(Stored items)
======

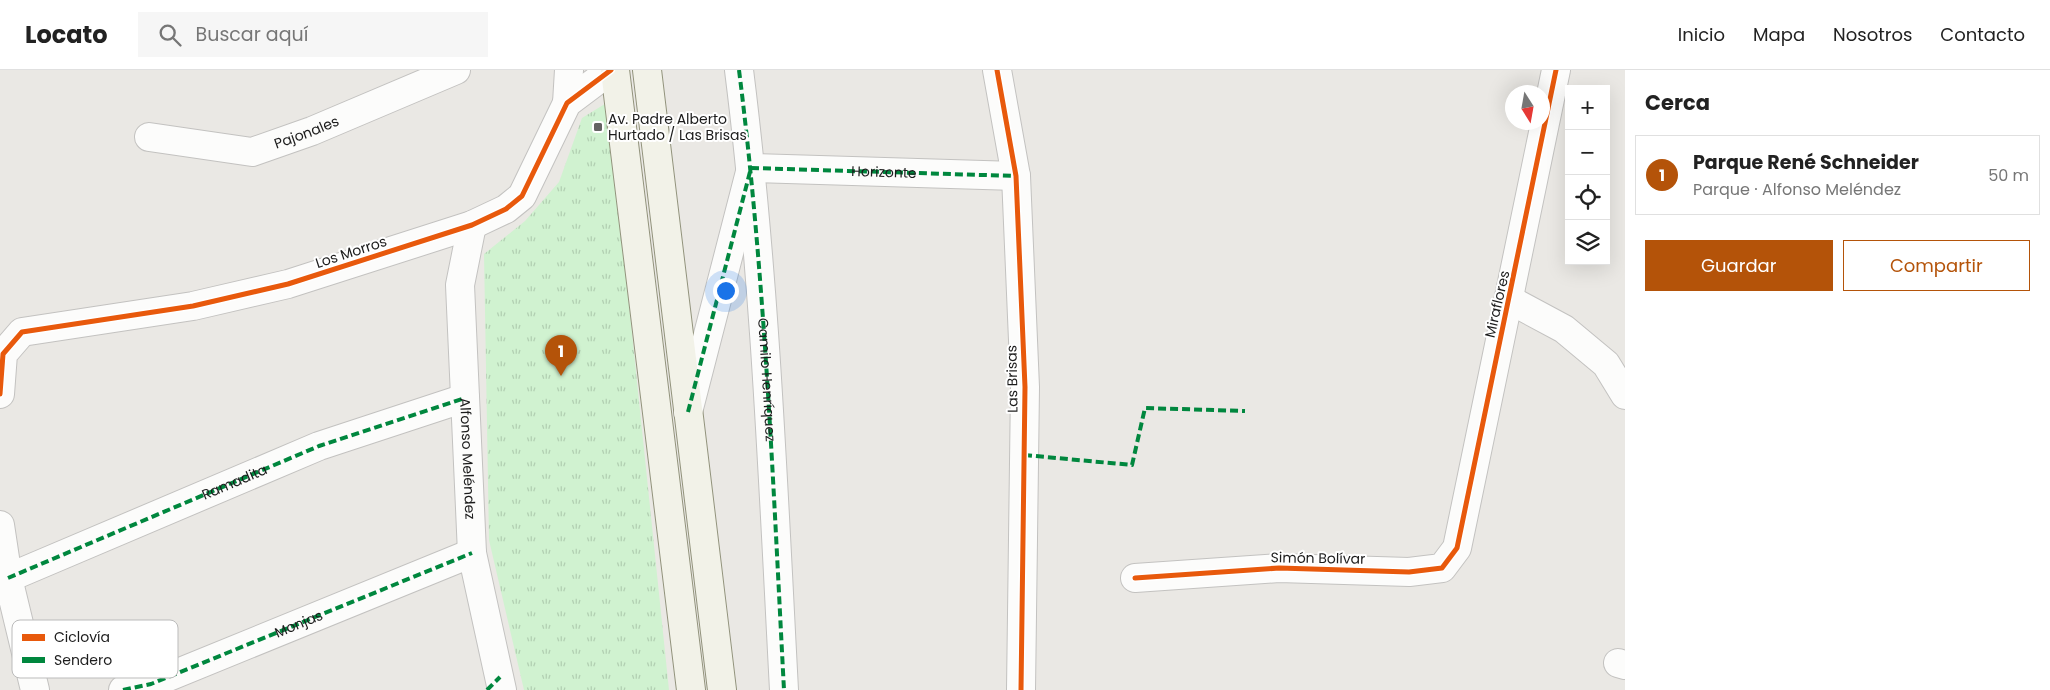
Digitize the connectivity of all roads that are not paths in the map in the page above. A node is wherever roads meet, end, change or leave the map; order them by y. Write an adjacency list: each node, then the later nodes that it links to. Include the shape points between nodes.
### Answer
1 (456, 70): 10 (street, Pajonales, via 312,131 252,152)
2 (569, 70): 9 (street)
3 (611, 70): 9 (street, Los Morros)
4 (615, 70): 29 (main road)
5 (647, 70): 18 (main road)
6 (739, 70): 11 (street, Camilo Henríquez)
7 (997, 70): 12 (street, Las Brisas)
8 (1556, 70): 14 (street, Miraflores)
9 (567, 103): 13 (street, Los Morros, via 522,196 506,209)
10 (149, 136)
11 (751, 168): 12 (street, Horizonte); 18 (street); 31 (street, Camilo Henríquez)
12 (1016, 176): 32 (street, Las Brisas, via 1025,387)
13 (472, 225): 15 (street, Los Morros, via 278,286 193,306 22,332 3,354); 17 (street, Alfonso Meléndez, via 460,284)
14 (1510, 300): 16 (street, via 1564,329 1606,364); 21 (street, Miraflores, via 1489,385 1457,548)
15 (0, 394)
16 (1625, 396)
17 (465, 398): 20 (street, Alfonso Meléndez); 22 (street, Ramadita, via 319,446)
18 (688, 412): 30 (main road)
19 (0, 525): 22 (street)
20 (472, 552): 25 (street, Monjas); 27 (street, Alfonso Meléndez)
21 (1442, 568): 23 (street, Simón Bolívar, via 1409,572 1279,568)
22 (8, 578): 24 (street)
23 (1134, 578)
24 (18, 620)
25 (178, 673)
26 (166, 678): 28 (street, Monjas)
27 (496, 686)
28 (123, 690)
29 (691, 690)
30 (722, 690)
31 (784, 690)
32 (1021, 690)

======

- _Description of the task_:
All entries above must be repeated exactly; pictures are to be left out.

- _Answer area_:
Digitize the connectivity of all roads that are not paths in the map in the page above. A node is wherever roads meet, end, change or leave the map; order them by y. Write an adjacency list: each node, then the later nodes that it links to. Include the shape points between nodes.
### Answer
1 (456, 70): 10 (street, Pajonales, via 312,131 252,152)
2 (569, 70): 9 (street)
3 (611, 70): 9 (street, Los Morros)
4 (615, 70): 29 (main road)
5 (647, 70): 18 (main road)
6 (739, 70): 11 (street, Camilo Henríquez)
7 (997, 70): 12 (street, Las Brisas)
8 (1556, 70): 14 (street, Miraflores)
9 (567, 103): 13 (street, Los Morros, via 522,196 506,209)
10 (149, 136)
11 (751, 168): 12 (street, Horizonte); 18 (street); 31 (street, Camilo Henríquez)
12 (1016, 176): 32 (street, Las Brisas, via 1025,387)
13 (472, 225): 15 (street, Los Morros, via 278,286 193,306 22,332 3,354); 17 (street, Alfonso Meléndez, via 460,284)
14 (1510, 300): 16 (street, via 1564,329 1606,364); 21 (street, Miraflores, via 1489,385 1457,548)
15 (0, 394)
16 (1625, 396)
17 (465, 398): 20 (street, Alfonso Meléndez); 22 (street, Ramadita, via 319,446)
18 (688, 412): 30 (main road)
19 (0, 525): 22 (street)
20 (472, 552): 25 (street, Monjas); 27 (street, Alfonso Meléndez)
21 (1442, 568): 23 (street, Simón Bolívar, via 1409,572 1279,568)
22 (8, 578): 24 (street)
23 (1134, 578)
24 (18, 620)
25 (178, 673)
26 (166, 678): 28 (street, Monjas)
27 (496, 686)
28 (123, 690)
29 (691, 690)
30 (722, 690)
31 (784, 690)
32 (1021, 690)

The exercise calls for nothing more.